# [EXTRACTED MATERIAL]
Start of Block

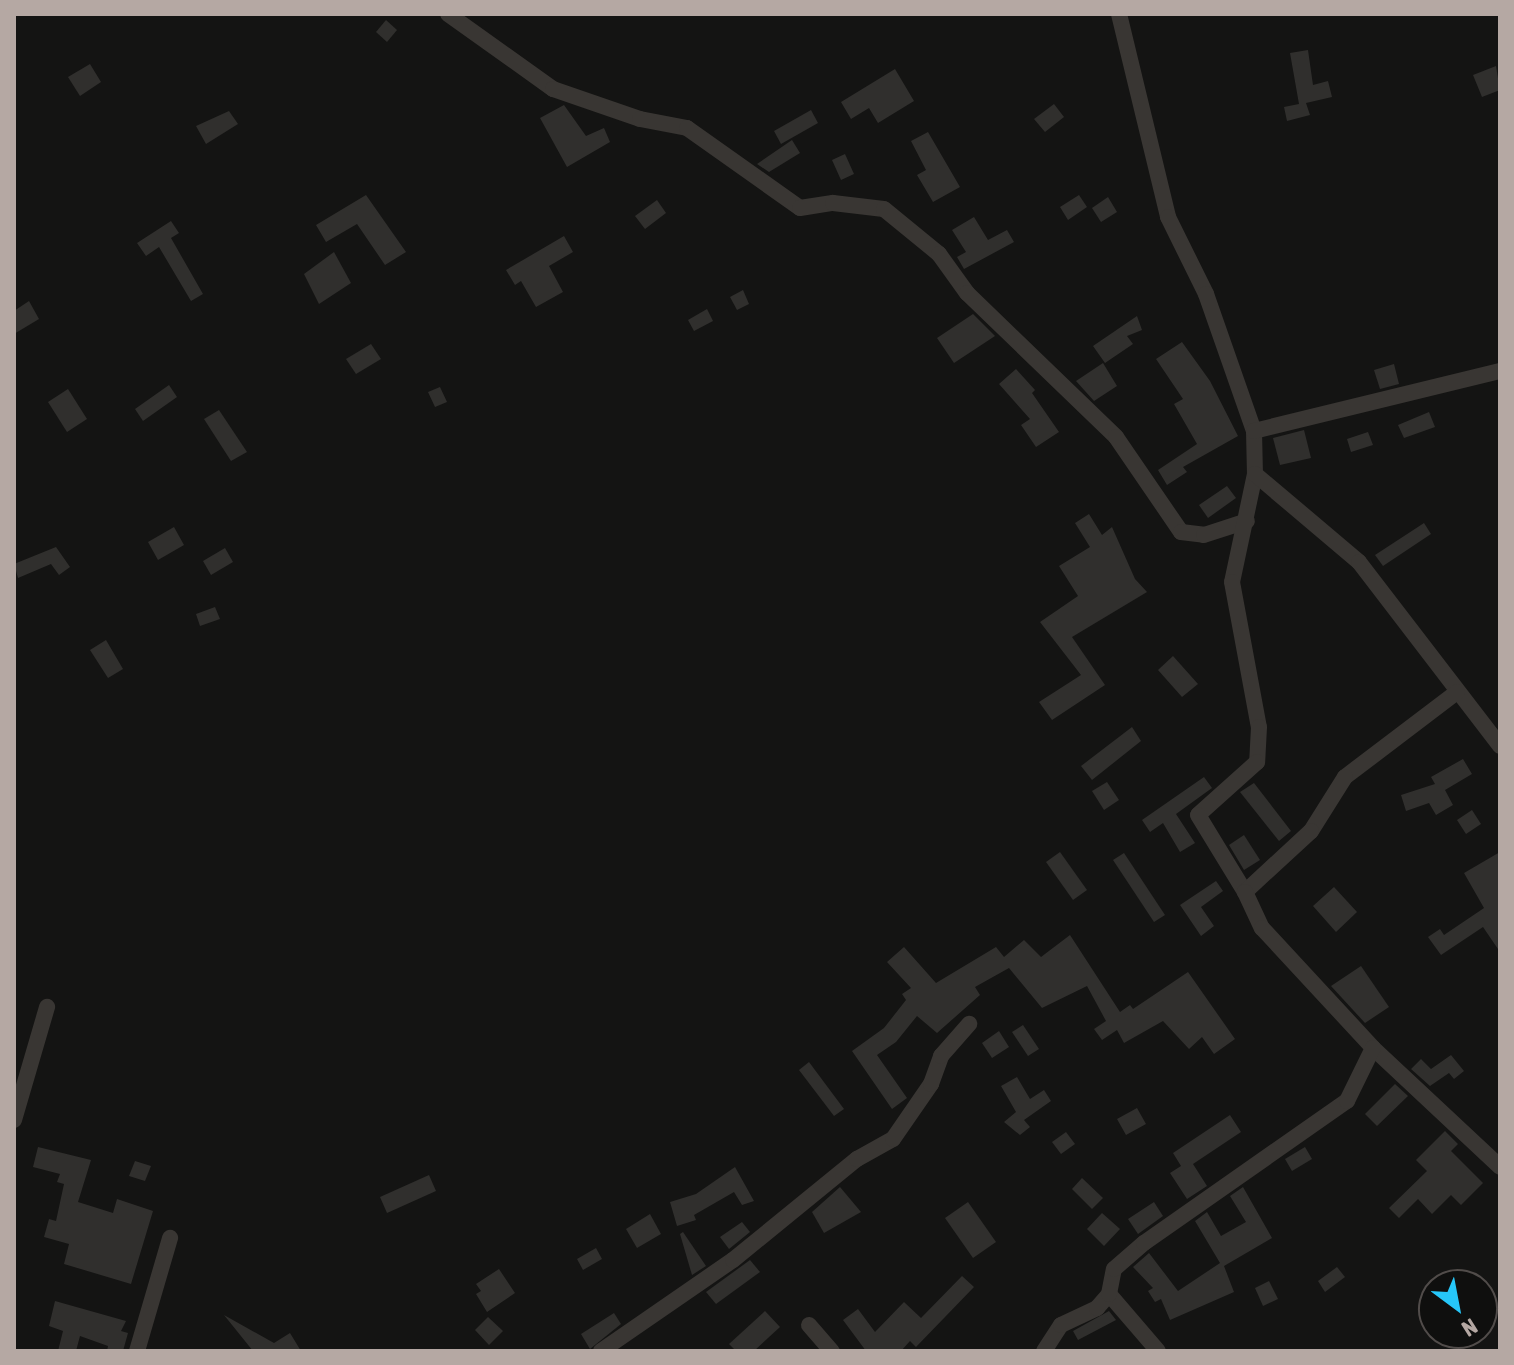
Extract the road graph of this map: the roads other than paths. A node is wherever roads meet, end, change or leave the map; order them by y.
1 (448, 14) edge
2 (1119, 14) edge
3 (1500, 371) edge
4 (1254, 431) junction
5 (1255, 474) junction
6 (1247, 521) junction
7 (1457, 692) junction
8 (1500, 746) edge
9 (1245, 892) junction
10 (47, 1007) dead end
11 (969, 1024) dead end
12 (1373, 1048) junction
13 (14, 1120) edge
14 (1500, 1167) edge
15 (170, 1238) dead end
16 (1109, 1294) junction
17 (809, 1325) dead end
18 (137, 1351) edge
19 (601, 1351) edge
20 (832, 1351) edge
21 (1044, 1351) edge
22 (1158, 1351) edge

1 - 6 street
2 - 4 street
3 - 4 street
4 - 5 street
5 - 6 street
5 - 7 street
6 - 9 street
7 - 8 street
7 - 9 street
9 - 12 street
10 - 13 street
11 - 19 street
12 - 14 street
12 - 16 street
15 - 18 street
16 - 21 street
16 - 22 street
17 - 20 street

End of Block
Start of Block

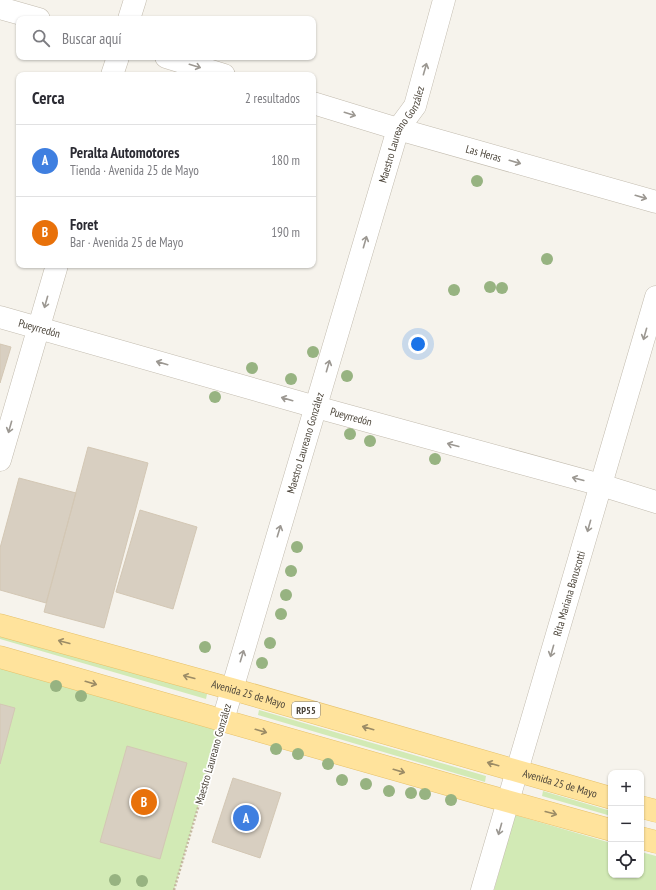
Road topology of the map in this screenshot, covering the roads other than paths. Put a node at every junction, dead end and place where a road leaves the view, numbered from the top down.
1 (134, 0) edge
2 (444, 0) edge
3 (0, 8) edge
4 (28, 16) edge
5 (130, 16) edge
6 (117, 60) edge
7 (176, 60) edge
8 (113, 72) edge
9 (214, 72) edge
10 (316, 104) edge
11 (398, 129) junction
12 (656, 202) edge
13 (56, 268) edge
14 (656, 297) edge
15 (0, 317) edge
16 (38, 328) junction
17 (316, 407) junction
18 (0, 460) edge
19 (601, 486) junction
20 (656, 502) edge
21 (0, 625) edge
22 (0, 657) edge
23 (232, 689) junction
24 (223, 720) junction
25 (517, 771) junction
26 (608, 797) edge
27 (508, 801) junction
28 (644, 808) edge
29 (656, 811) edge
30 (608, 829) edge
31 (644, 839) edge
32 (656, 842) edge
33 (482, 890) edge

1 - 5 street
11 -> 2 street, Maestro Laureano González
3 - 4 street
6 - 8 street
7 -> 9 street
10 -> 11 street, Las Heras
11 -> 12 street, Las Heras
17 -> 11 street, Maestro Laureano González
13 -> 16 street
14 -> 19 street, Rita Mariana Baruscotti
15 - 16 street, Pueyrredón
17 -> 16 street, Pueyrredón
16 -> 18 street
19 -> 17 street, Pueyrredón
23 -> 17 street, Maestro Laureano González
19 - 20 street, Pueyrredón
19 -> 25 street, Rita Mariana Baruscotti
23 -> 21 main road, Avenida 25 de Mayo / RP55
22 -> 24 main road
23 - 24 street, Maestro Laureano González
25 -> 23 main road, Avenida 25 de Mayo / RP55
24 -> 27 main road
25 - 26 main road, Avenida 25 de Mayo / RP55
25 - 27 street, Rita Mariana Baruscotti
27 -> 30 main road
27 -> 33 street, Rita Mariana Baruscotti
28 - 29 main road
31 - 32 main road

End of Block

# [DESCRIPTION OF THE TASK]
Check each line of the data above for the word "Pueyrredón" and state how many lines contain it, with no other text.

# [ANSWER BOX]
4